**Task instructions**
Print out every record exactly as it appears.

[[ Entries shown open ]]

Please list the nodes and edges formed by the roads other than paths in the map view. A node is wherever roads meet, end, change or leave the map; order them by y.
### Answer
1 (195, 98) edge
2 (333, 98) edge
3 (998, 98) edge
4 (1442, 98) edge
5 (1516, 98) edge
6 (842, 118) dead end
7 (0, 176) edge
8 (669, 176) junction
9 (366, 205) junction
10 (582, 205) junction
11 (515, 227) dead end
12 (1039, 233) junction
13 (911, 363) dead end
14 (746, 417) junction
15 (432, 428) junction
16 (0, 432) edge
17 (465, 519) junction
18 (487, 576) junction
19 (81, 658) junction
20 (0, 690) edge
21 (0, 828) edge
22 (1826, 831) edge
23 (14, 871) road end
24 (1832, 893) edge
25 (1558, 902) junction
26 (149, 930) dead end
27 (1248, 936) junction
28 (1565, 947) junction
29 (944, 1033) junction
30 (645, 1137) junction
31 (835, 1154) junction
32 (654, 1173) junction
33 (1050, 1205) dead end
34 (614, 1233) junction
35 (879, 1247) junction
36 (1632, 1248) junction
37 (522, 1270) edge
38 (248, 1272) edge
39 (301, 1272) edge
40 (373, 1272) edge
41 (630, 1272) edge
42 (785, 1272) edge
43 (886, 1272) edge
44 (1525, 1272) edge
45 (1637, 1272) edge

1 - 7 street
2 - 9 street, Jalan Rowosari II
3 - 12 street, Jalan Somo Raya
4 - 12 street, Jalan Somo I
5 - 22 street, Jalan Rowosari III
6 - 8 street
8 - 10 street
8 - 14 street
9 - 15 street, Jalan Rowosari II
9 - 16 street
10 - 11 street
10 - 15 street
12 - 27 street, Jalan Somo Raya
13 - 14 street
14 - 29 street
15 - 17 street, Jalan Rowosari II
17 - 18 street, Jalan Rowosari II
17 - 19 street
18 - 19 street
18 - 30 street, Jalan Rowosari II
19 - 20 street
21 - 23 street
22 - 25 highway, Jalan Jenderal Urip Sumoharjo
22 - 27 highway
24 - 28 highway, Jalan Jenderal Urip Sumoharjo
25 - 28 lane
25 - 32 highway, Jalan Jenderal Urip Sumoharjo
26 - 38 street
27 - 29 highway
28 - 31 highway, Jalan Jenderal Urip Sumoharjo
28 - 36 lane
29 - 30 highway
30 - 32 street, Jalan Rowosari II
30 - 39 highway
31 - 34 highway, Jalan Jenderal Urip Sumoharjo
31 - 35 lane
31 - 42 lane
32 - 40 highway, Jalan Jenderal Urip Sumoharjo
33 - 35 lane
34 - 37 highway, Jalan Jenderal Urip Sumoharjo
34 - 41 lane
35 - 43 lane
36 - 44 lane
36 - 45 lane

[[ Entries shown closed ]]

**Task answer**
Please list the nodes and edges formed by the roads other than paths in the map view. A node is wherever roads meet, end, change or leave the map; order them by y.
### Answer
1 (195, 98) edge
2 (333, 98) edge
3 (998, 98) edge
4 (1442, 98) edge
5 (1516, 98) edge
6 (842, 118) dead end
7 (0, 176) edge
8 (669, 176) junction
9 (366, 205) junction
10 (582, 205) junction
11 (515, 227) dead end
12 (1039, 233) junction
13 (911, 363) dead end
14 (746, 417) junction
15 (432, 428) junction
16 (0, 432) edge
17 (465, 519) junction
18 (487, 576) junction
19 (81, 658) junction
20 (0, 690) edge
21 (0, 828) edge
22 (1826, 831) edge
23 (14, 871) road end
24 (1832, 893) edge
25 (1558, 902) junction
26 (149, 930) dead end
27 (1248, 936) junction
28 (1565, 947) junction
29 (944, 1033) junction
30 (645, 1137) junction
31 (835, 1154) junction
32 (654, 1173) junction
33 (1050, 1205) dead end
34 (614, 1233) junction
35 (879, 1247) junction
36 (1632, 1248) junction
37 (522, 1270) edge
38 (248, 1272) edge
39 (301, 1272) edge
40 (373, 1272) edge
41 (630, 1272) edge
42 (785, 1272) edge
43 (886, 1272) edge
44 (1525, 1272) edge
45 (1637, 1272) edge

1 - 7 street
2 - 9 street, Jalan Rowosari II
3 - 12 street, Jalan Somo Raya
4 - 12 street, Jalan Somo I
5 - 22 street, Jalan Rowosari III
6 - 8 street
8 - 10 street
8 - 14 street
9 - 15 street, Jalan Rowosari II
9 - 16 street
10 - 11 street
10 - 15 street
12 - 27 street, Jalan Somo Raya
13 - 14 street
14 - 29 street
15 - 17 street, Jalan Rowosari II
17 - 18 street, Jalan Rowosari II
17 - 19 street
18 - 19 street
18 - 30 street, Jalan Rowosari II
19 - 20 street
21 - 23 street
22 - 25 highway, Jalan Jenderal Urip Sumoharjo
22 - 27 highway
24 - 28 highway, Jalan Jenderal Urip Sumoharjo
25 - 28 lane
25 - 32 highway, Jalan Jenderal Urip Sumoharjo
26 - 38 street
27 - 29 highway
28 - 31 highway, Jalan Jenderal Urip Sumoharjo
28 - 36 lane
29 - 30 highway
30 - 32 street, Jalan Rowosari II
30 - 39 highway
31 - 34 highway, Jalan Jenderal Urip Sumoharjo
31 - 35 lane
31 - 42 lane
32 - 40 highway, Jalan Jenderal Urip Sumoharjo
33 - 35 lane
34 - 37 highway, Jalan Jenderal Urip Sumoharjo
34 - 41 lane
35 - 43 lane
36 - 44 lane
36 - 45 lane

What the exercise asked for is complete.